Comparison of CT and MRI
Although both CT and MRI are important modalities for the detection and characterization of orbital and ocular diseases, CT is currently the primary and most useful orbital imaging technique. Compared with MRI, it is faster, less expensive, and less sensitive to motion artifact. In general, CT provides better spatial resolution, allowing precise localization of a lesion. MRI generally provides better tissue contrast than CT; however, in most orbital disorders, the orbital fat provides sufficient natural tissue contrast to allow ready visualization of orbital tumors on CT. Each of the techniques has advantages in specific situations, some of which are discussed in the following text and in Table 2-2.
Table 2-2 Comparison of CT and MRI in Orbital Disease
MRI offers advantages over CT in some situations. It allows the direct display of anatomic information in multiple planes (sagittal, axial, coronal, and any oblique plane). MRI provides better soft-tissue definition than does CT, a capability that is especially helpful in the evaluation of demyelination and in vascular and hemorrhagic lesions (Fig 2-7). As with CT, contrast agents are available to improve MRI detail.
Compared with CT, MRI also provides better tissue contrast of structures in the orbital apex, intracanalicular portion of the optic nerve, structures in periorbital spaces, and orbitocranial tumors, because there is no artifact from the skull-base bones. Bone and calcification produce low signal on MRI. Bony structures may be evaluated by visualization of the signal void left by the bone. However, this is not possible when the bone is adjacent to structures that also create a signal void, such as air, rapidly flowing blood, calcification, and dura mater. Thus, CT is superior to MRI for the evaluation of fractures, bone destruction, and tissue calcification.

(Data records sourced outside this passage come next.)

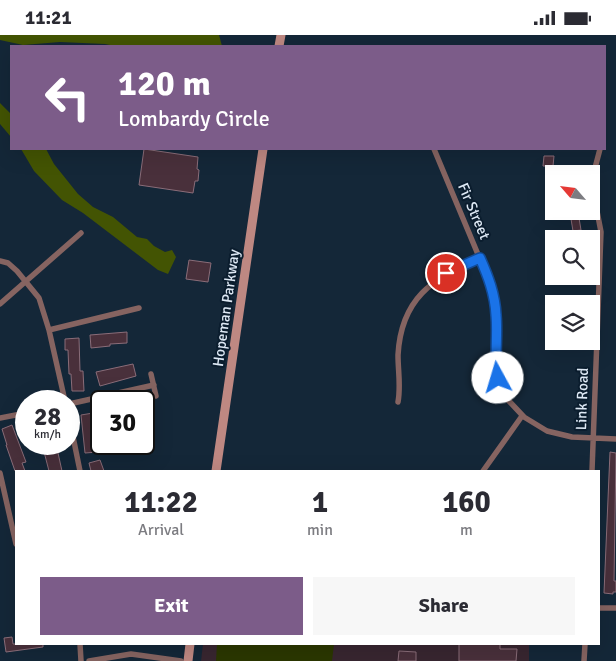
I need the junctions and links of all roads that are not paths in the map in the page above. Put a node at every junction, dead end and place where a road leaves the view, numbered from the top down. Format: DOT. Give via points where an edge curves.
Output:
graph roads {
  1 [pos="263,150"];
  2 [pos="434,150"];
  3 [pos="600,150"];
  4 [pos="81,233"];
  5 [pos="480,258"];
  6 [pos="0,261"];
  7 [pos="27,281"];
  8 [pos="0,304"];
  9 [pos="139,308"];
  10 [pos="49,330"];
  11 [pos="151,374"];
  12 [pos="154,385"];
  13 [pos="63,390"];
  14 [pos="156,396"];
  15 [pos="398,401"];
  16 [pos="80,402"];
  17 [pos="15,415"];
  18 [pos="522,415"];
  19 [pos="0,418"];
  20 [pos="593,438"];
  21 [pos="616,439"];
  22 [pos="77,455"];
  23 [pos="80,470"];
  24 [pos="216,470"];
  25 [pos="484,470"];
  26 [pos="592,470"];
  27 [pos="0,473"];
  28 [pos="15,540"];
  29 [pos="600,608"];
  30 [pos="616,608"];
  31 [pos="80,645"];
  32 [pos="190,645"];
  33 [pos="585,645"];
  34 [pos="81,661"];
  35 [pos="89,661"];
  36 [pos="181,661"];
  37 [pos="188,661"];
  38 [pos="584,661"];
  1 -- 24 [label="main road, Hopeman Parkway"];
  2 -- 5 [label="street, Fir Street"];
  3 -- 20 [label="street, Link Road" via="593,184 601,232"];
  4 -- 7 [label="street"];
  5 -- 15 [label="street" via="436,280 411,308 399,346"];
  5 -- 18 [label="street, Fir Street" via="494,300 498,378 508,400"];
  6 -- 7 [label="street" via="8,263"];
  7 -- 8 [label="street"];
  7 -- 10 [label="street" via="39,298"];
  9 -- 10 [label="street"];
  10 -- 13 [label="street"];
  11 -- 12 [label="street"];
  12 -- 14 [label="street"];
  12 -- 16 [label="street"];
  17 -- 19 [label="street"];
  18 -- 20 [label="street, Fir Street" via="547,431"];
  18 -- 25 [label="street"];
  20 -- 21 [label="street, Fir Street"];
  20 -- 26 [label="street, Link Road"];
  22 -- 23 [label="street"];
  27 -- 28 [label="street"];
  29 -- 30 [label="street"];
  31 -- 34 [label="street"];
  32 -- 37 [label="main road"];
  33 -- 38 [label="street"];
  35 -- 36 [label="street" via="131,654"];
}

MRI is contraindicated in patients who have ferromagnetic metallic foreign bodies in the orbit or periorbital soft tissue, ferromagnetic vascular clips from previous surgery, magnetic intravascular filters, or electronic devices in the body such as cardiac pacemakers. If necessary, the presence of such foreign material can be ruled out with plain film x-ray or CT. Certain types of eye makeup can produce artifacts and should be removed prior to MRI. Dental amalgam is not a ferromagnetic substance and is not a contraindication to MRI, but this material produces artifacts and degrades the images on both MRI and CT.
Because CT and MRI yield different types of images, it is not unusual for both techniques to be employed in the evaluation of an orbital disorder. The use of these modalities should be based on the specific patient’s condition. In most cases, CT is the more effective and economical choice (see Table 2-2). MRI is the better primary technique for imaging the orbitocranial junction and brain, but CT scanning may enhance the assessment by providing better bone images. When the orbitocranial junction or brain is involved, CT scanning and MRI may be complementary; and in some cases, both may be required to evaluate complex lesions.
Figure 2-7 Acute proptosis. A, CT image of a patient with acute right proptosis resulting from spontaneous orbital hemorrhage. The hematoma exhibits discrete margins, homogeneous consistency, and a radiodensity similar to that of blood vessels and muscle. B, T1-weighted MR scan obtained 4 days after the hemorrhage demonstrates the transient bull’s-eye pattern characteristic of a hematoma beginning to undergo physical changes and biochemical hemoglobin degradation. C, T2-weighted MR scan obtained the same day as the image in part B shows a characteristic ring pattern. D, T1-weighted MR scan performed 3 months later shows that the hematoma has decreased in size, and there is layering of the degraded blood components.
CT imaging should be obtained judiciously in children, as they are much more radiosensitive than adults. Extrapolation of lifetime risk of malignancy development from atomic bomb survivors led to a consensus statement that low-level radiation may have a small risk of causing cancer. When possible, MRI should be considered first for children, with CT reserved for select clinical scenarios.
Brody AS, Frush DP, Huda W, Brent RL; American Academy of Pediatrics Section on Radiology. Radiation risk to children from computed tomography. Pediatrics. 2007; 120(3):677–682.